ここでビルトインノードと記されているのは、Houdiniに最初から備わっているノードのこと。UVパックではUV Layout SOP、リダクションではPolyReduce SOP、キャプチャ情報の転送ではAttribute Transfer SOPが、それぞれ使用されている。Game Development ToolSetはSideFXから提供されている追加のツールキットで、ここではその中からGame Baker ROPが使用された。つまりノードやスクリプトを一部生成するだけで、これだけの作業がHoudini上で自動化できるというわけだ。


実際、PolyReduce SOPはモデルのシルエットや印象を保ったままメッシュをリダクションしてくれる優れもので、こうしたノードが標準で使用できる恩恵は大きいという。またプロシージャルならではの強みとして、どのような状態からでも手順を巻き戻して、完成度を高められる点を挙げた。「一度ベイクした後でもリダクションの効き具合などを自由に調整可能です。Houdiniでは、パラメータ操作をするたびに全行程を自動的に再実行できます。他のDCCツールで同じことをする場合、スクリプトの実行とアンドゥを何度も求められるのではないでしょうか? このように作業効率の高いツールを作成できることもHoudini習得の大きな魅力のひとつです」(山部氏)。

結論:プログラマーはHoudiniを触るべき!

このように三者三様で語られたHoudiniのメリット。
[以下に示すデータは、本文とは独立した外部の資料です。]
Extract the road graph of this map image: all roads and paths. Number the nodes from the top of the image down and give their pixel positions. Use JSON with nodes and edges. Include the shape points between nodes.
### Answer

ここで司会の長舩氏は議論を巻き取り、「プログラム知識はHoudini習得をブーストする」とまとめた。これまで議論されてきたように、Houdiniで求められる論理的思考や、ノードベースでの機能拡張はプログラマーと相性が良い。特にHDAの活用はプログラムそのものだ。機械学習・深層学習の実装効率性も高く、プログラマーとアーティストの関係性強化にもつながる。
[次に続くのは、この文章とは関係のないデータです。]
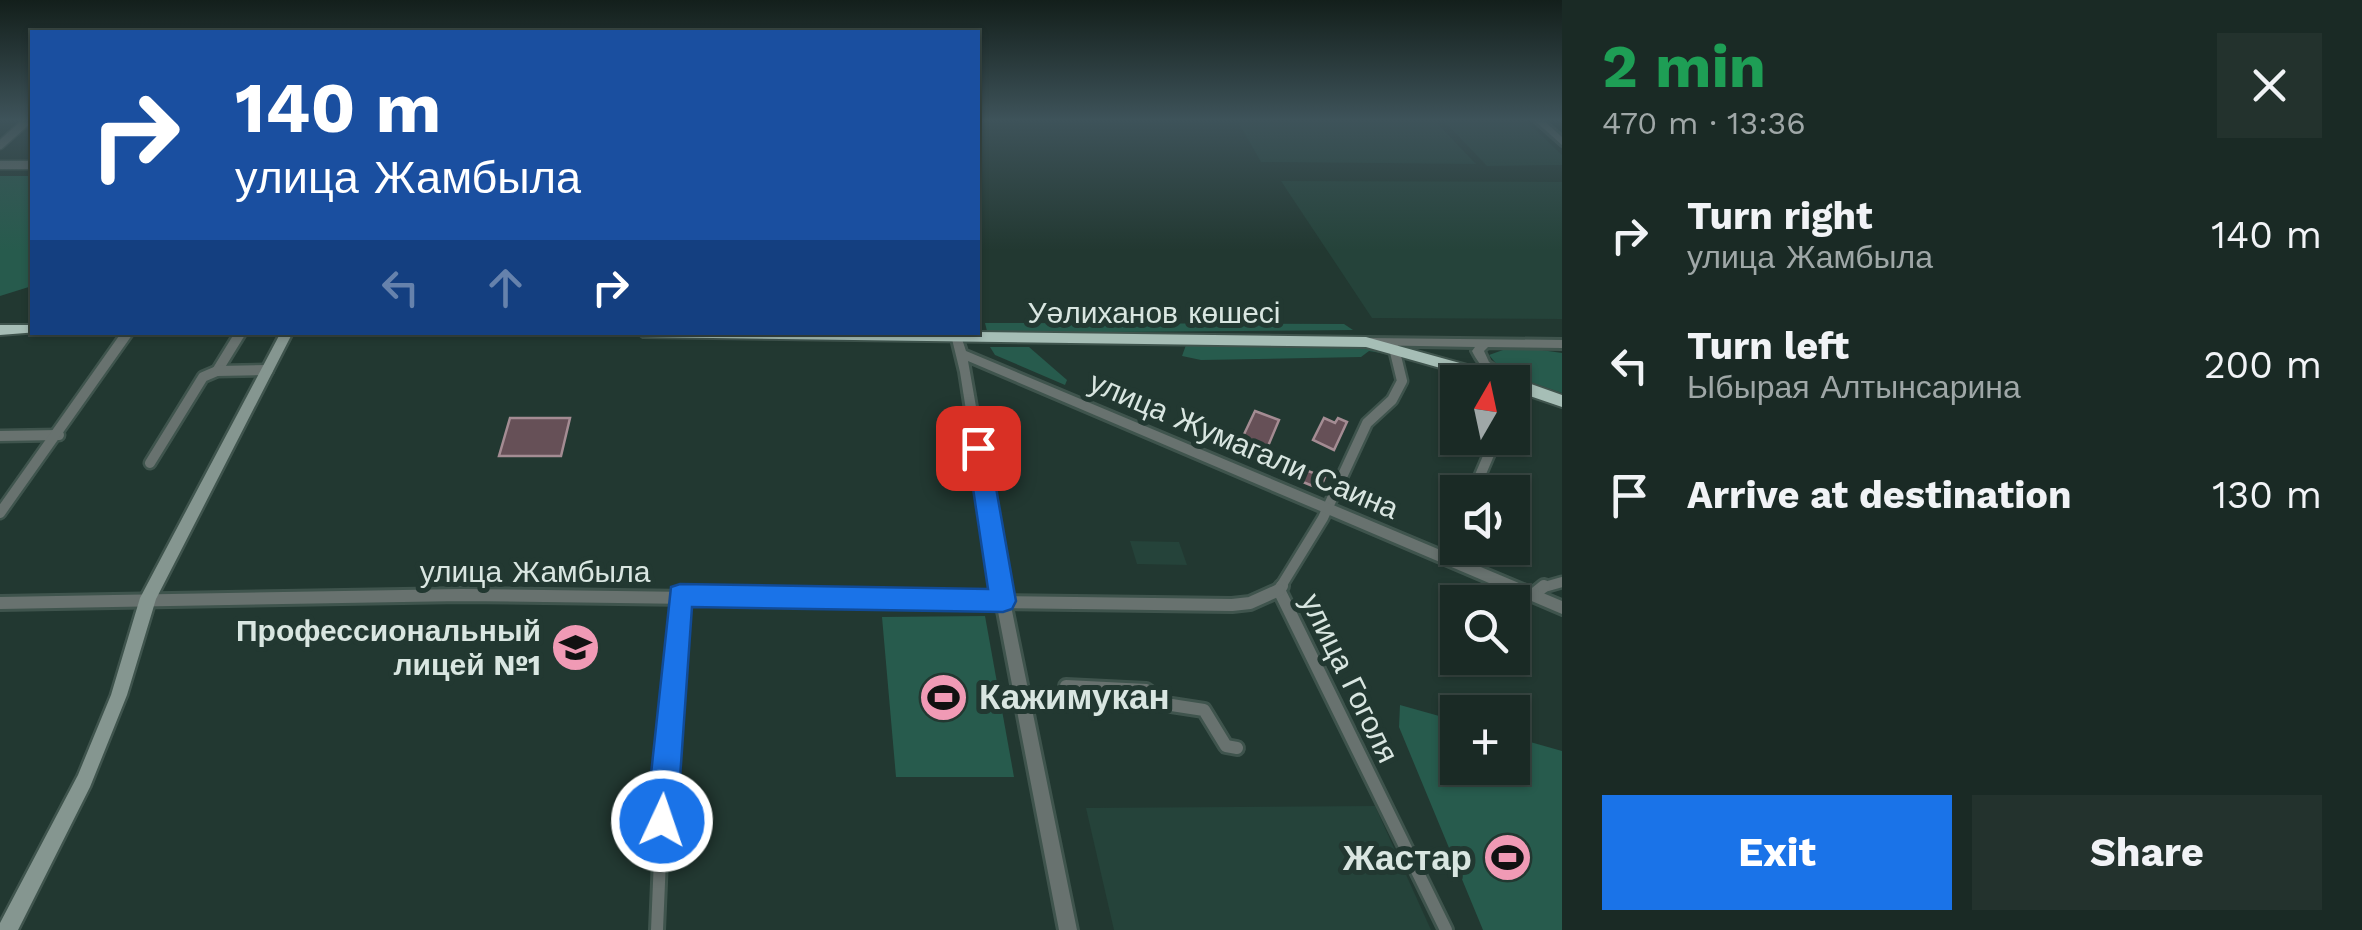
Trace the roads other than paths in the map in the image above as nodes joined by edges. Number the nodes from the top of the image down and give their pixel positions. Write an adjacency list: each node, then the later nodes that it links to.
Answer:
1 (0, 165): 2 (street)
2 (30, 165)
3 (0, 328): 4 (highway)
4 (30, 328)
5 (126, 335): 20 (street)
6 (239, 335): 17 (street)
7 (286, 335): 16 (main road)
8 (737, 335): 9 (highway, Уәлиханов көшесі)
9 (958, 342): 10 (highway, Уәлиханов көшесі); 23 (street, улица Жумагали Саина); 32 (street)
10 (1366, 342): 11 (street, Уәлиханов көшесі); 13 (highway, Уәлиханов көшесі)
11 (1484, 344): 12 (street, Уәлиханов көшесі); 15 (street)
12 (1562, 344)
13 (1394, 348): 14 (highway, Уәлиханов көшесі); 23 (street, улица Гоголя)
14 (1447, 365)
15 (1487, 365)
16 (268, 370): 17 (street); 31 (main road)
17 (218, 371): 22 (street)
18 (1530, 391): 19 (highway, Уәлиханов көшесі)
19 (1562, 401)
20 (58, 435): 21 (street); 24 (street)
21 (0, 436)
22 (150, 463)
23 (1326, 508): 25 (street, улица Жумагали Саина); 28 (street, улица Гоголя)
24 (0, 513)
25 (1440, 556)
26 (1460, 565): 30 (street, улица Жумагали Саина)
27 (1562, 582): 30 (street)
28 (1280, 590): 32 (street, улица Жамбыла); 40 (street, улица Гоголя)
29 (680, 595): 31 (street, улица Жамбыла); 32 (street, улица Жамбыла); 38 (street)
30 (1532, 595): 34 (street, улица Жумагали Саина)
31 (148, 598): 33 (street, улица Жамбыла); 37 (main road)
32 (1003, 601): 39 (street)
33 (0, 603)
34 (1562, 608)
35 (1066, 686): 36 (street)
36 (1236, 748)
37 (7, 930)
38 (656, 930)
39 (1068, 930)
40 (1446, 930)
一方で長舩氏は学習コストがかかる点にも触れた。他のDCCツールと比べてロジカルなだけに、導入時につまずくと余計な工数や管理コストが発生してしまう。そのためにはHoudiniを使いこなし、初心者を導けるTDやTAの存在が重要になる。また学習時には1人ではなく、仲間を募って共に教え合いながら学ぶと良いという。


ただし、こうした問題もプログラマーが触ると一変する。鈴木氏は「Houdiniで学習コストがかかるとは思っていない」と補足。アーキテクチャの一貫性が高く、動作が堅牢で、ロジカルな点がプログラマー向きだとした。「Houdiniにおけるメッシュの加工とは、極論すればジオメトリの中でアトリビュートを操作しているだけ。それに対していろんな表現をするためのモジュールがあるだけで、それを覚えていくのは、本を読みながら語彙を増やしていくようなもの」(鈴木氏)。いわば、プログラマーが新しい言語を学習していくプロセスに近いというわけだ。
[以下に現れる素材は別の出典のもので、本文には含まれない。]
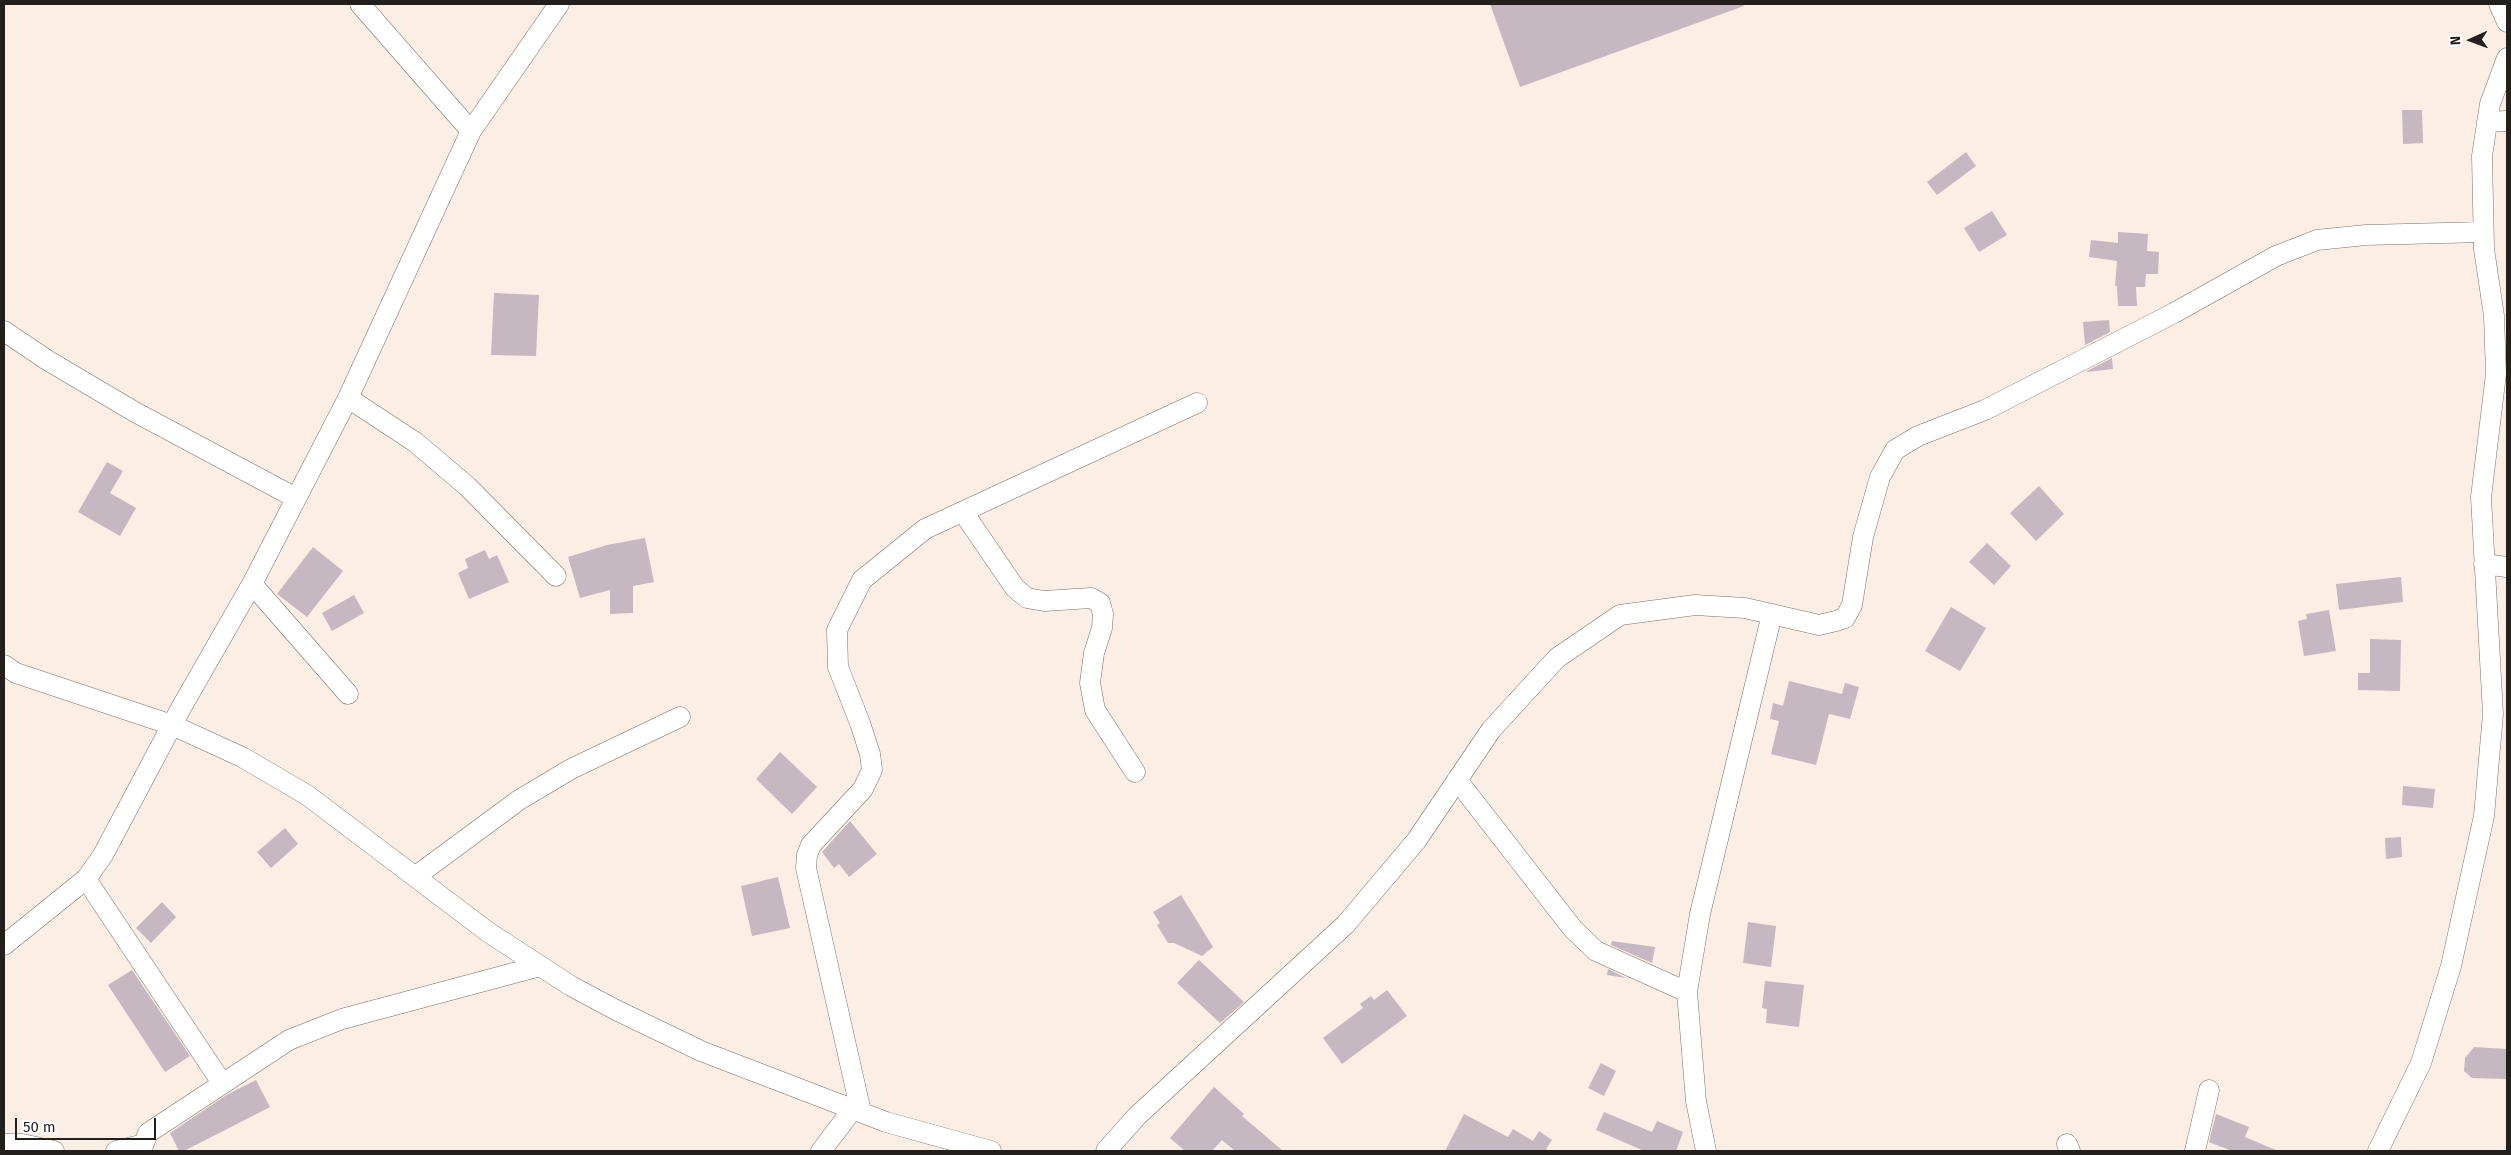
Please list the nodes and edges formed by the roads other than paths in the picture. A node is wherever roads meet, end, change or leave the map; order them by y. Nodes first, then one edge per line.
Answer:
1 (360, 4) edge
2 (559, 4) edge
3 (2499, 4) edge
4 (2507, 22) edge
5 (2507, 58) edge
6 (2507, 121) edge
7 (2487, 122) junction
8 (471, 131) junction
9 (2483, 232) junction
10 (4, 331) edge
11 (348, 398) junction
12 (1197, 403) dead end
13 (296, 498) junction
14 (963, 512) junction
15 (2484, 564) junction
16 (2507, 567) edge
17 (556, 576) dead end
18 (252, 584) junction
19 (1772, 614) junction
20 (4, 665) edge
21 (348, 694) dead end
22 (680, 717) dead end
23 (172, 725) junction
24 (1135, 772) dead end
25 (1457, 780) junction
26 (416, 876) junction
27 (86, 879) junction
28 (4, 945) edge
29 (540, 966) junction
30 (1687, 992) junction
31 (222, 1083) junction
32 (2208, 1090) dead end
33 (857, 1110) junction
34 (4, 1144) edge
35 (141, 1148) edge
36 (968, 1149) edge
37 (54, 1151) edge
38 (116, 1151) edge
39 (821, 1151) edge
40 (991, 1151) edge
41 (1106, 1151) edge
42 (1706, 1151) edge
43 (2195, 1151) edge
44 (2378, 1151) edge

1 - 8 street
2 - 8 street
3 - 4 street
5 - 7 street
6 - 7 street
7 - 9 street
8 - 11 street
9 - 15 street
9 - 19 street
10 - 13 street
11 - 13 street
11 - 17 street
12 - 14 street
13 - 18 street
14 - 24 street
14 - 33 street
15 - 16 street
15 - 44 street
18 - 21 street
18 - 23 street
19 - 25 street
19 - 30 street
20 - 23 street
22 - 26 street
23 - 26 street
23 - 27 street
25 - 30 street
25 - 41 street
26 - 29 street
27 - 28 street
27 - 31 street
29 - 31 street
29 - 33 street
30 - 42 street
31 - 35 street
32 - 43 street
33 - 36 street
33 - 39 street
34 - 37 street
35 - 38 street
36 - 40 street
そのためHoudiniの学習時には無理をせず、「できる範囲からはじめて、徐々に広げていく」、「様々な既存の処理をHoudiniで置き換えていく発想で学習を進める」などのTipsを紹介。それでも困ったら、Houdiniコミュニティで質問すると良いとした。また、現行機で無理なことでも、次世代機では可能になるとして、Houdiniを学ぶことのメリットについて強調。これに対して岸川氏、山部氏も「今後ますます情報量が増加していくことは明らかで、人力での対応は困難」だと同意。Houdiniのプログラム的な力を大いに活用するべきだとした。


長舩氏が運営するHoudiniコミュニティ「Tokyo Houdini Meetup」の紹介

最後に長舩氏は「学習コストが高いとされるHoudiniだが、そうではないという意見があることがわかった」と整理。改めてプログラマーとHoudiniは相性が良いと結論づけた。その上でHoudiniコミュニティにプログラマーが加われば、より活性化していくことはまちがいない」と指摘。一緒にHoudiniを盛り上げていきましょうと会場に呼びかけ、セッションを締めくくった。